Au Bangladesh, nous assistons à une lutte incessante contre les minorités hindoues, bouddhistes et chrétiennes. L’Église constitue un espoir pour les minorités, parce qu’elle s’engage toujours en faveur de leurs droits. Nous sommes aussi témoins de discriminations, au niveau de l’emploi et dans les infrastructures. Dans certaines villes, les chrétiens obtiennent difficilement un permis de construction. Malgré tout, le Bangladesh est un pays musulman où, la plupart du temps, on est respecté. Il y a moins de radicalisme ici, et bien que nous soyons une petite communauté, nous avons beaucoup d’influence dans le domaine de l’éducation et de la santé. Jusqu’à présent, cette nouvelle église n’a pas été une grande source d’irritation pour la population, bien que des personnes particulièrement radicales aient exprimé leur désaccord.

 

Au cours des dernières années, des islamistes radicaux ont attaqué des minorités au Bangladesh.
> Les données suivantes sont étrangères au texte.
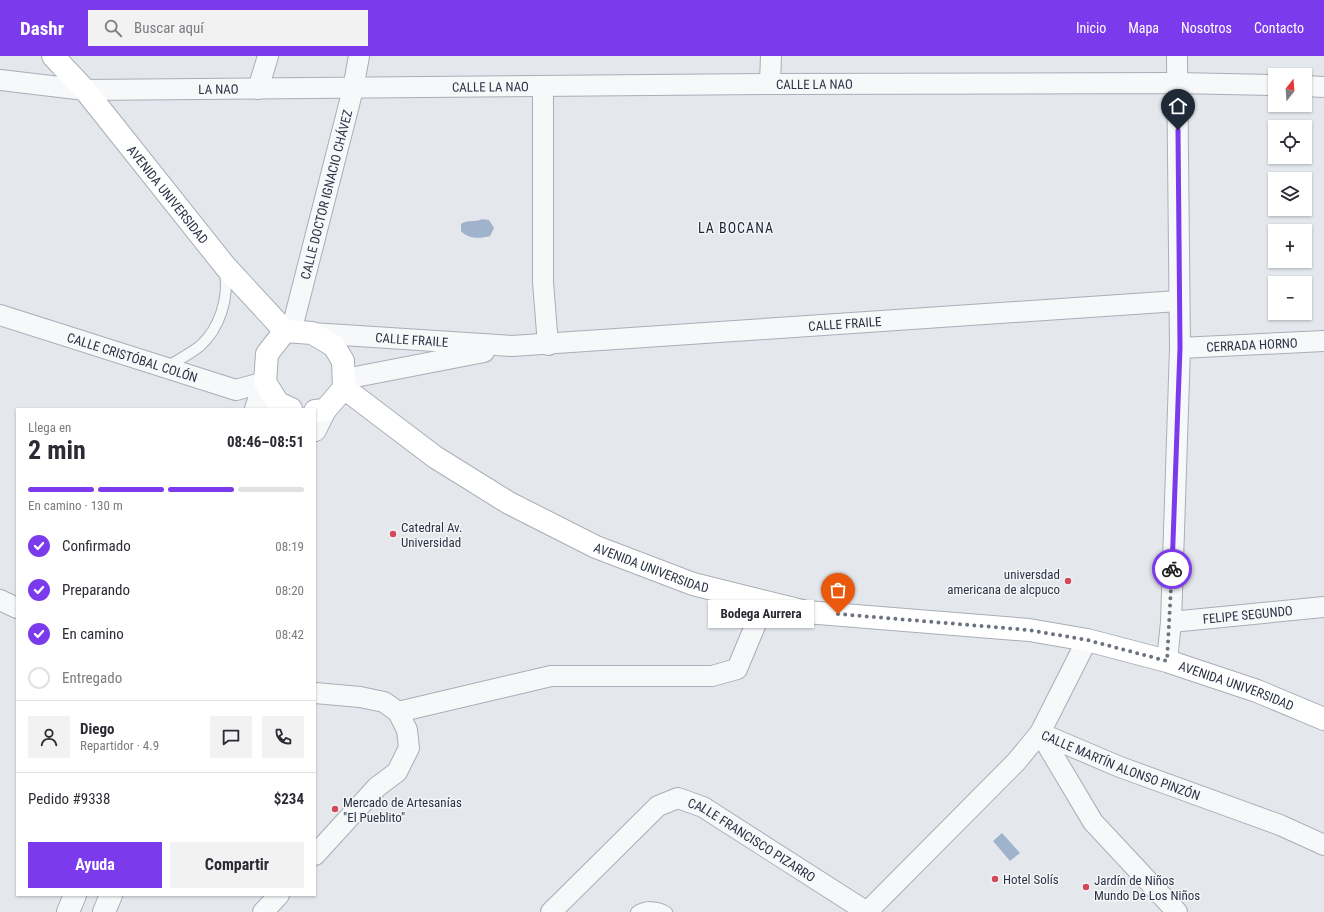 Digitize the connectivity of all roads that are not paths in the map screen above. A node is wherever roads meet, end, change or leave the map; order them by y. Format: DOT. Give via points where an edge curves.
graph roads {
  1 [pos="53,56"];
  2 [pos="268,56"];
  3 [pos="359,56"];
  4 [pos="771,56"];
  5 [pos="1177,56"];
  6 [pos="0,80"];
  7 [pos="1178,83"];
  8 [pos="770,84"];
  9 [pos="1268,86"];
  10 [pos="1312,86"];
  11 [pos="543,87"];
  12 [pos="1324,87"];
  13 [pos="258,89"];
  14 [pos="353,89"];
  15 [pos="85,90"];
  16 [pos="225,266"];
  17 [pos="1178,302"];
  18 [pos="0,315"];
  19 [pos="296,332"];
  20 [pos="1324,340"];
  21 [pos="548,345"];
  22 [pos="512,346"];
  23 [pos="1180,348"];
  24 [pos="165,368"];
  25 [pos="265,382"];
  26 [pos="344,383"];
  27 [pos="256,408"];
  28 [pos="289,408"];
  29 [pos="320,410"];
  30 [pos="316,426"];
  31 [pos="0,600"];
  32 [pos="765,602"];
  33 [pos="1324,607"];
  34 [pos="16,608"];
  35 [pos="1170,622"];
  36 [pos="1087,640"];
  37 [pos="1167,661"];
  38 [pos="316,693"];
  39 [pos="398,712"];
  40 [pos="1324,719"];
  41 [pos="1040,733"];
  42 [pos="1324,845"];
  43 [pos="316,854"];
  44 [pos="75,896"];
  45 [pos="111,896"];
  46 [pos="278,896"];
  47 [pos="68,912"];
  48 [pos="104,912"];
  49 [pos="263,912"];
  50 [pos="551,912"];
  51 [pos="636,912"];
  52 [pos="668,912"];
  53 [pos="867,912"];
  54 [pos="1178,912"];
  1 -- 15 [label="main road, AVENIDA UNIVERSIDAD"];
  2 -- 13 [label="street"];
  3 -- 14 [label="street, CALLE DOCTOR IGNACIO CHÁVEZ"];
  4 -- 8 [label="street"];
  5 -- 7 [label="street"];
  6 -- 15 [label="street, LA NAO"];
  7 -- 8 [label="street, CALLE LA NAO"];
  7 -- 9 [label="street, CALLE LA NAO"];
  7 -- 17 [label="street"];
  8 -- 11 [label="street, CALLE LA NAO"];
  10 -- 12 [label="street"];
  11 -- 14 [label="street, CALLE LA NAO"];
  11 -- 21 [label="street" via="544,282"];
  13 -- 14 [label="street, LA NAO"];
  13 -- 15 [label="street, LA NAO"];
  14 -- 19 [label="street, CALLE DOCTOR IGNACIO CHÁVEZ"];
  15 -- 16 [label="main road, AVENIDA UNIVERSIDAD"];
  16 -- 19 [label="main road, AVENIDA UNIVERSIDAD"];
  16 -- 24 [label="lane" via="228,287 225,303 210,334 199,346"];
  17 -- 21 [label="street, CALLE FRAILE"];
  17 -- 23 [label="street"];
  18 -- 24 [label="street, CALLE CRISTÓBAL COLÓN"];
  19 -- 22 [label="street, CALLE FRAILE"];
  19 -- 25 [label="main road" via="267,354"];
  19 -- 26 [label="main road, AVENIDA UNIVERSIDAD" via="334,346 343,361"];
  20 -- 23 [label="street, CERRADA HORNO"];
  21 -- 22 [label="street, CALLE FRAILE"];
  22 -- 26 [label="street, CALLE FRAILE"];
  23 -- 35 [label="street"];
  24 -- 25 [label="street, CALLE CRISTÓBAL COLÓN" via="236,390"];
  25 -- 27 [label="street"];
  25 -- 28 [label="main road" via="278,403"];
  26 -- 29 [label="main road"];
  26 -- 32 [label="main road, AVENIDA UNIVERSIDAD" via="435,457 523,510 596,547 693,584"];
  29 -- 30 [label="street"];
  31 -- 34 [label="street"];
  32 -- 36 [label="main road, AVENIDA UNIVERSIDAD" via="806,612 1029,630"];
  32 -- 39 [label="street" via="737,669 712,676 551,676"];
  33 -- 35 [label="street, FELIPE SEGUNDO"];
  35 -- 37 [label="street"];
  36 -- 37 [label="main road, AVENIDA UNIVERSIDAD"];
  36 -- 41 [label="street, CALLE FRANCISCO PIZARRO"];
  37 -- 40 [label="main road, AVENIDA UNIVERSIDAD" via="1257,691"];
  38 -- 39 [label="street" via="384,702"];
  39 -- 43 [label="street" via="407,730 408,748 397,772 377,787"];
  41 -- 42 [label="street, CALLE MARTÍN ALONSO PINZÓN" via="1120,767 1280,825"];
  41 -- 53 [label="street, CALLE FRANCISCO PIZARRO" via="1016,762"];
  41 -- 54 [label="street, CALLE MARTÍN ALONSO PINZÓN" via="1093,822"];
  44 -- 47 [label="street"];
  45 -- 48 [label="street"];
  46 -- 49 [label="street"];
  50 -- 53 [label="street, CALLE FRANCISCO PIZARRO" via="658,806 678,798 703,807"];
  51 -- 52 [label="lane" via="642,907 662,908"];
}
Certains de ces attentats ont été revendiqués par Daesh. Ce radicalisme augmente-t-il?

Le fondamentalisme islamiste a un peu augmenté, et bien qu’il soit limité, il est puissant. Le 20 novembre 2015, un missionnaire de l’Institut pontifical pour les missions étrangères PIME, qui était également médecin, a été poignardé par quelques fondamentalistes. Il a été grièvement blessé et est toujours en convalescence dans un hôpital en Italie. Il y a également eu le meurtre de deux ou trois chrétiens et l’attaque d’une église. Personnellement, je ne pense pas être très menacé. Le 23 décembre 2015, donc peu avant Noël, j’ai reçu un message « cordial » de ces fondamentalistes : « Évêque, prépare-toi, car nous allons te tuer ». Mais rien ne m’est arrivé. Ça a dû être une erreur, dit-il en riant !

 

Quelle a été l’influence de la visite du pape François début décembre 2017 sur la société et l’Église du Bangladesh ?

Depuis que le pape a visité ce pays, de plus en plus de gens viennent à nos réunions dans mon diocèse et en général dans l’Église. Nous entretenons de bonnes relations interreligieuses et nous espérons qu’il y aura encore plus d’amélioration. Je m’en réjouis beaucoup, ainsi que de l’aide dont nous continuons à bénéficier. Je remercie Aide à l’Église en Détresse qui réalise cet excellent travail pour nous. Nous en sommes très reconnaissants.

 

L’œuvre pontificale internationale Aide à l’Église en Détresse travaille avec l’Église locale à Sylhet depuis la fondation de ce diocèse. Actuellement, l’AED soutient différents projets de formation spirituelle et de développement humain, en lien avec les commissions pour la pastorale, l’éducation ainsi que la justice et la paix. En 2016, l’AED a soutenu des projets au Bangladesh à hauteur de plus de 845 000 dollars.